Tighter Problem-Dependent Regret Bounds in Reinforcement Learning without Domain Knowledge using Value Function Bounds
This work addresses the challenge of making RL more practical by providing insights into problem difficulty and reducing barriers to application, though it is incremental in refining existing theoretical bounds.
The paper tackles the problem of deriving tighter, problem-dependent regret bounds in reinforcement learning without requiring prior domain knowledge, achieving state-of-the-art worst-case bounds and substantially improved bounds when the environment has small variance in value functions, with a leading term independent of horizon H.
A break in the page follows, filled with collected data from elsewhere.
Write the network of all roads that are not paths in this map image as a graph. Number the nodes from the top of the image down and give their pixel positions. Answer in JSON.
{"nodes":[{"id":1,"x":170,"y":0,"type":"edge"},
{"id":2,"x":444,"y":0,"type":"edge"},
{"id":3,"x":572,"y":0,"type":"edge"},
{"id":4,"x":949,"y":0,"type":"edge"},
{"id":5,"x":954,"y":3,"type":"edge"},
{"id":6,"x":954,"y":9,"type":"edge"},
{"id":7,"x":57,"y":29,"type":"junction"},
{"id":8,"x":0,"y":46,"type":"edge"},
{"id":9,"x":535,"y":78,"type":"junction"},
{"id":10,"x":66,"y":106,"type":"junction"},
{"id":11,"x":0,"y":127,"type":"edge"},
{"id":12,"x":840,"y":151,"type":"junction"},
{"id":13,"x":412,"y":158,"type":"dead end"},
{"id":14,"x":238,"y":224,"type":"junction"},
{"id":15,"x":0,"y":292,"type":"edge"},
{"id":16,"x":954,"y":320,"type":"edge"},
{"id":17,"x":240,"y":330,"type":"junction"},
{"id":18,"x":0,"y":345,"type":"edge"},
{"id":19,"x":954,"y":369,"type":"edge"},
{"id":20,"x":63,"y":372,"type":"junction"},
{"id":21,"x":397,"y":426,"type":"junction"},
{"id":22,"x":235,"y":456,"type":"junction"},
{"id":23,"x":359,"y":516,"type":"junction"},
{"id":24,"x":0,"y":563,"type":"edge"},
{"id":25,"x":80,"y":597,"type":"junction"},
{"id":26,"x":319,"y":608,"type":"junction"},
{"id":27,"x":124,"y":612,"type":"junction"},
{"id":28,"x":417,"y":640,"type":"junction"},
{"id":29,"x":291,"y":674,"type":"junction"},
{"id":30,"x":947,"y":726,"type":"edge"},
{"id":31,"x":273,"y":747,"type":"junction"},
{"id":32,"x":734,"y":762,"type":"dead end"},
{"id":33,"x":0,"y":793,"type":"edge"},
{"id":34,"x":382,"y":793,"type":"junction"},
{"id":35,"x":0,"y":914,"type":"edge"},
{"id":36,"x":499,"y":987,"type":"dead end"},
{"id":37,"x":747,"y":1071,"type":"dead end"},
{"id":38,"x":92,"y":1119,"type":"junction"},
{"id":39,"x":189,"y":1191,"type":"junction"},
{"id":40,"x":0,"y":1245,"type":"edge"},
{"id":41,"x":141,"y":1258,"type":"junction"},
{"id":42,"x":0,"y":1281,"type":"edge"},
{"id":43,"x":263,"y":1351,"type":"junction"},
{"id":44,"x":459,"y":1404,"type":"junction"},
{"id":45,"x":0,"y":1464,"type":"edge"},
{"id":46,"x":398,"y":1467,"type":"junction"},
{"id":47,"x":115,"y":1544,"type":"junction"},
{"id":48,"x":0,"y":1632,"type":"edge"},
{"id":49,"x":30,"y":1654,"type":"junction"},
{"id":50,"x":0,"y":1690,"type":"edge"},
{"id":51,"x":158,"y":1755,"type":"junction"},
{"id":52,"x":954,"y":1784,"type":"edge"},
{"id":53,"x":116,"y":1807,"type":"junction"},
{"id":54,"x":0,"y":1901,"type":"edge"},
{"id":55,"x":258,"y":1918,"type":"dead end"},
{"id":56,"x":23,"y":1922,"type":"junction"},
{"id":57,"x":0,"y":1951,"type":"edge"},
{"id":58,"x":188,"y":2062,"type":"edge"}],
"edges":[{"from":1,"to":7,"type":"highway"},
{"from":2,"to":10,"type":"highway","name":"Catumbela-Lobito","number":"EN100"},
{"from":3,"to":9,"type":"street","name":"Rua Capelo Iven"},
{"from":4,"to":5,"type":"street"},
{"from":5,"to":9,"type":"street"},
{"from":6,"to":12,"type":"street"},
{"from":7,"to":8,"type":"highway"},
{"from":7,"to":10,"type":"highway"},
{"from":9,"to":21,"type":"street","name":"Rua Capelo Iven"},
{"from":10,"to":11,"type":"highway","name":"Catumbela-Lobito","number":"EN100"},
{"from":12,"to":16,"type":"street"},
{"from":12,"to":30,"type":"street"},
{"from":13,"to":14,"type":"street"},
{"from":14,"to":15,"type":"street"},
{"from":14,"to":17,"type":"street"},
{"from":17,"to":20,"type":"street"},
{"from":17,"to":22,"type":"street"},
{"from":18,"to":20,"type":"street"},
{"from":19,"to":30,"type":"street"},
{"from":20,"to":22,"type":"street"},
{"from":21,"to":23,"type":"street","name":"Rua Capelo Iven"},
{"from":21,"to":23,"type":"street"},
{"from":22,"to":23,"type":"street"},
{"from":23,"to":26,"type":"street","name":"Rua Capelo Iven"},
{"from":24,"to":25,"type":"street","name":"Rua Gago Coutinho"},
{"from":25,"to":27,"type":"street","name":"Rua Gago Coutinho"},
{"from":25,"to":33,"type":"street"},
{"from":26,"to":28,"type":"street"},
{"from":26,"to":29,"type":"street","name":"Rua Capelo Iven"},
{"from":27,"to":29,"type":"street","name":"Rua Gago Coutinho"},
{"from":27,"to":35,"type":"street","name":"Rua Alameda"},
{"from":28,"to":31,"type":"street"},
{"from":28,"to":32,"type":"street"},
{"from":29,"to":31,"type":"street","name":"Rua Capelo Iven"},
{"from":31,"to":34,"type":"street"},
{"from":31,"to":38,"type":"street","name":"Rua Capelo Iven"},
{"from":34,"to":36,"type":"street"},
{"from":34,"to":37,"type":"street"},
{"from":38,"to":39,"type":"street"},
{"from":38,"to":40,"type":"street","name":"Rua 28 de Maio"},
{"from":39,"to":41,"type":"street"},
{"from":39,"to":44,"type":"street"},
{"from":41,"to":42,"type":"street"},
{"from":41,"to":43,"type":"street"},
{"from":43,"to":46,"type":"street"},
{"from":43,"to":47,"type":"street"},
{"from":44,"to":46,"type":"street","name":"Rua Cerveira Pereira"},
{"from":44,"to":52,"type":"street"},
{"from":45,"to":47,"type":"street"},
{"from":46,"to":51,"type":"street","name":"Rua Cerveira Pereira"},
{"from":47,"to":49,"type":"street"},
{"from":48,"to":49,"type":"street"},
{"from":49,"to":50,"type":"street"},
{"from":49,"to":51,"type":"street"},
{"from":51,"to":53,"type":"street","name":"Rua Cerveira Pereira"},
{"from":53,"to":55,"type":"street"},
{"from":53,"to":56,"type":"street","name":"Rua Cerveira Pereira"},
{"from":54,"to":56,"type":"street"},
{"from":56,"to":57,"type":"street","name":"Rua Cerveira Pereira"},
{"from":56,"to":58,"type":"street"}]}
Strong worst-case performance bounds for episodic reinforcement learning exist but fortunately in practice RL algorithms perform much better than such bounds would predict. Algorithms and theory that provide strong problem-dependent bounds could help illuminate the key features of what makes a RL problem hard and reduce the barrier to using RL algorithms in practice. As a step towards this we derive an algorithm for finite horizon discrete MDPs and associated analysis that both yields state-of-the art worst-case regret bounds in the dominant terms and yields substantially tighter bounds if the RL environment has small environmental norm, which is a function of the variance of the next-state value functions. An important benefit of our algorithmic is that it does not require apriori knowledge of a bound on the environmental norm. As a result of our analysis, we also help address an open learning theory question~\cite{jiang2018open} about episodic MDPs with a constant upper-bound on the sum of rewards, providing a regret bound with no $H$-dependence in the leading term that scales a polynomial function of the number of episodes.